Well, this is confusing. From my understanding also a temporary object has a 
place in memory somewhere. My guess is that this space is on the stack, but 
that I'm not sure of--and, it's not important.

Let's look at another example in which I call a non-const method on a temprary 
object, which--to the contrary--works fine.

class C
{
public:
	void method() {} // not const
};

int main()
{
	C().method(); // why does that work then?
	return 0;
}

So, altering a temporary makes sense to the compiler this time?
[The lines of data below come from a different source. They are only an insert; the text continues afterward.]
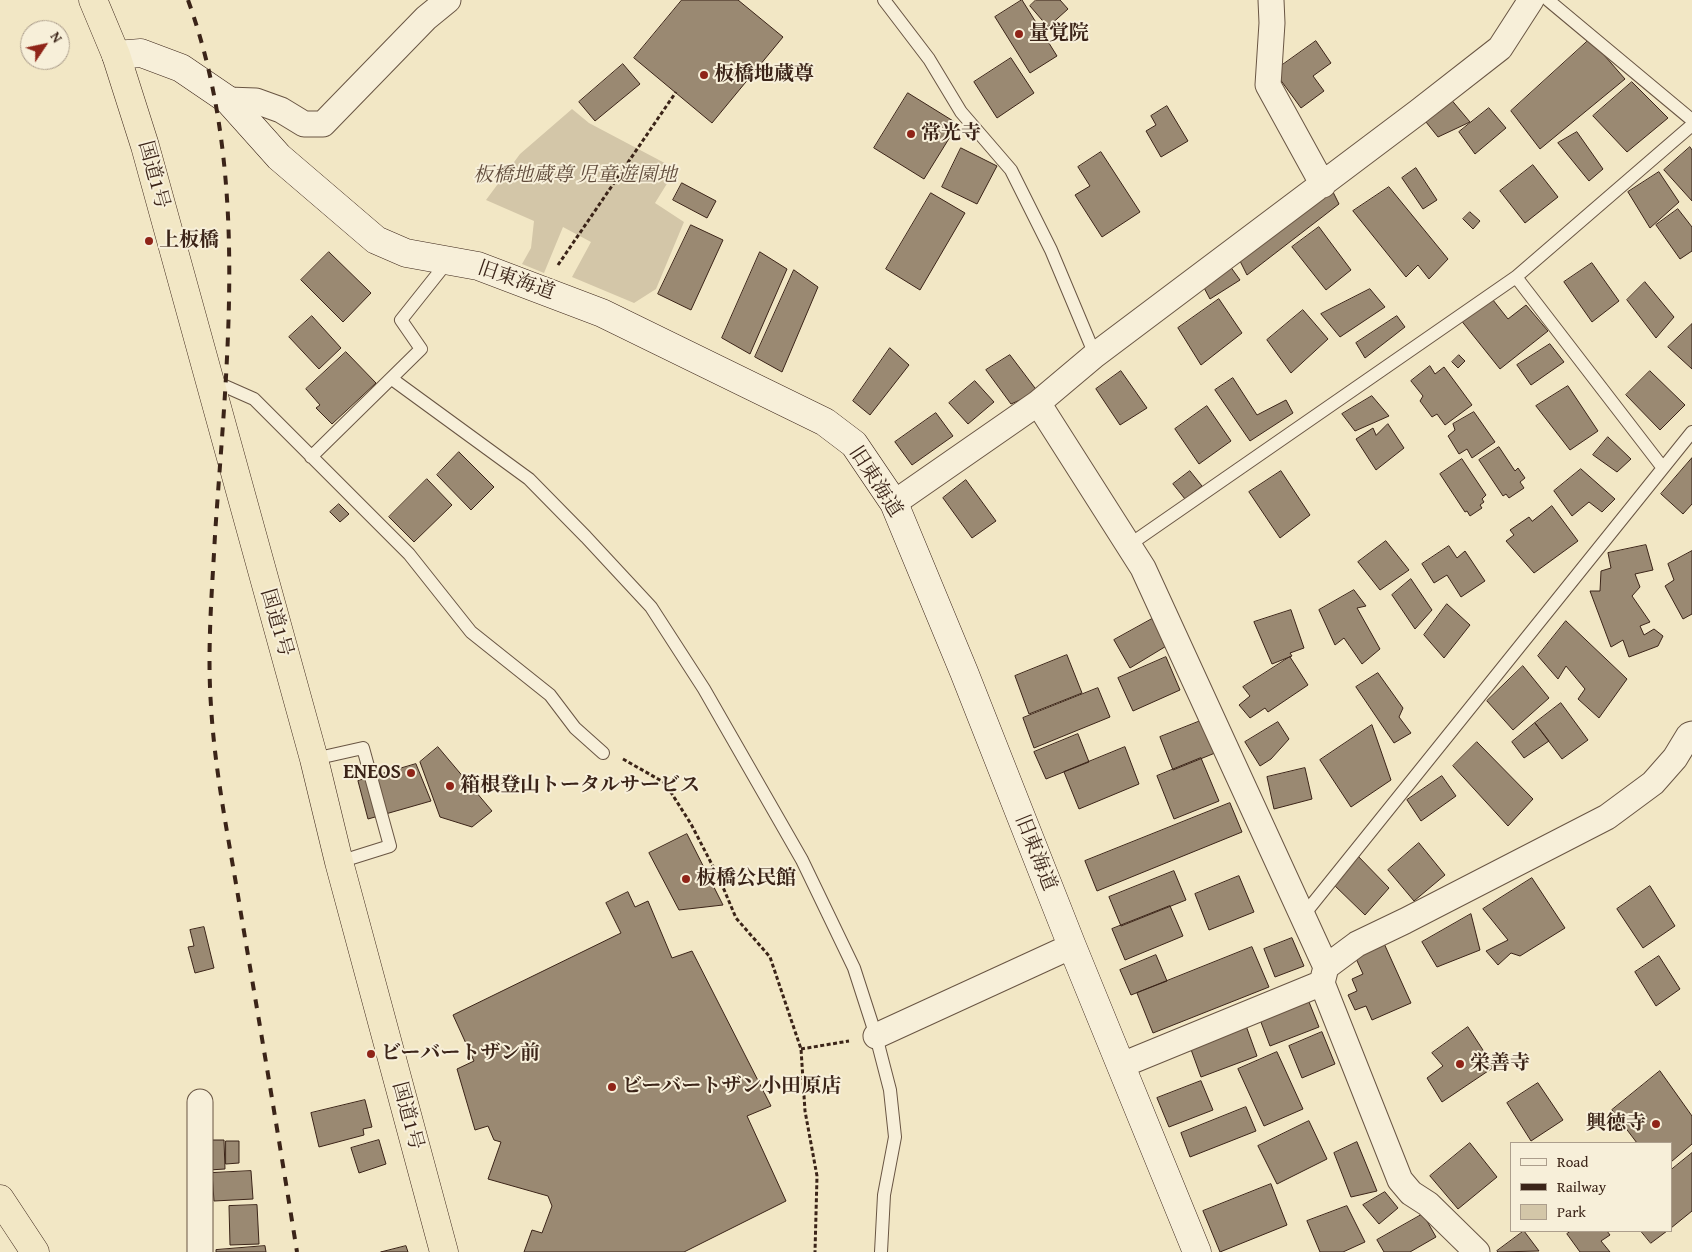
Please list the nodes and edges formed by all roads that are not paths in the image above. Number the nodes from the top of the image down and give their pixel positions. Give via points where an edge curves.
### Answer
1 (93, 0) edge
2 (448, 0) edge
3 (884, 0) edge
4 (1271, 0) edge
5 (1531, 0) edge
6 (1548, 0) edge
7 (116, 55) junction
8 (228, 100) junction
9 (1692, 120) edge
10 (1692, 125) edge
11 (1323, 185) junction
12 (448, 261) junction
13 (1516, 277) junction
14 (1095, 355) junction
15 (208, 379) junction
16 (392, 379) junction
17 (1038, 403) junction
18 (1692, 432) edge
19 (311, 457) junction
20 (1663, 468) junction
21 (894, 503) junction
22 (1129, 545) junction
23 (1692, 734) edge
24 (602, 753) road end
25 (314, 758) junction
26 (339, 862) junction
27 (1302, 917) junction
28 (1072, 946) junction
29 (1324, 975) junction
30 (876, 1036) junction
31 (1122, 1065) junction
32 (200, 1102) dead end
33 (0, 1199) edge
34 (35, 1252) edge
35 (200, 1252) edge
36 (444, 1252) edge
37 (881, 1252) edge
38 (1197, 1252) edge
39 (1477, 1252) edge

1 - 7 highway, 国道1号
2 - 8 street via 426,18 323,124 304,124 256,101
3 - 14 lane via 929,59 961,112 1011,170 1051,250
4 - 11 street via 1268,85
5 - 11 street via 1500,48
6 - 9 lane
7 - 8 street, 旧東海道 via 141,53 181,68
7 - 15 highway, 国道1号 via 143,139
8 - 12 street, 旧東海道 via 279,157 376,240 406,254
10 - 13 lane
11 - 14 street
12 - 16 lane via 401,320 421,349
12 - 21 street, 旧東海道 via 478,266 602,312 825,422 854,444
13 - 20 lane
13 - 22 lane
14 - 17 street
15 - 19 lane via 254,400
15 - 25 highway, 国道1号
16 - 19 lane
16 - 30 lane via 529,479 651,608 704,689 802,860 854,968
17 - 21 street
17 - 22 street
18 - 20 lane
19 - 24 lane via 409,554 471,632 550,696 575,728
20 - 27 lane
21 - 28 street, 旧東海道
22 - 27 street via 1143,568
23 - 29 street via 1653,782 1607,816 1357,944
25 - 26 highway, 国道1号
25 - 26 lane via 363,748 390,846
26 - 36 highway, 国道1号
27 - 29 street
28 - 30 street
28 - 31 street, 旧東海道
29 - 31 street
29 - 39 street via 1400,1180
30 - 37 lane via 890,1090 895,1137 884,1195
31 - 38 street, 旧東海道
32 - 35 street
33 - 34 highway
Strange.

>
> Also, usually you pass things by reference when you want to alter the
> original object.  What possible reason could you have for passing a
> temporary by reference?  Note that it is possible to pass the
> temporary by const reference, since it is "guaranteed" that you cannot
> change the const references values.

In this case I definitely want to alter the temporary object. What I'm trying 
to do is passing some kind of "responsibility". The concept is much like 
std::auto_ptr's concept of passing ownership. The responsibility is passed to 
the next instance on copy or assignment. That means I must take the 
responsibility from the source of the copy or assignment operation. Thus I 
cannot use a const reference in both, the copy constructor and the assignment 
operator.

The other thing is that I want to use as little const in my programms as 
possible. But this issue forces me to use it.

>
> I haven't used auto_ptr much, but it seems like a bad idea to make a
> temporary out of one of those too.
>
> The obvious workaround to your problem is to change
> foo(C());
>
> to
>
> C bar;
> foo(bar);

Oh yes. This really is obvious. Although in the cases where I want to use it, 
it is quite inconvenient.

Thanks,
  Christian

> [...]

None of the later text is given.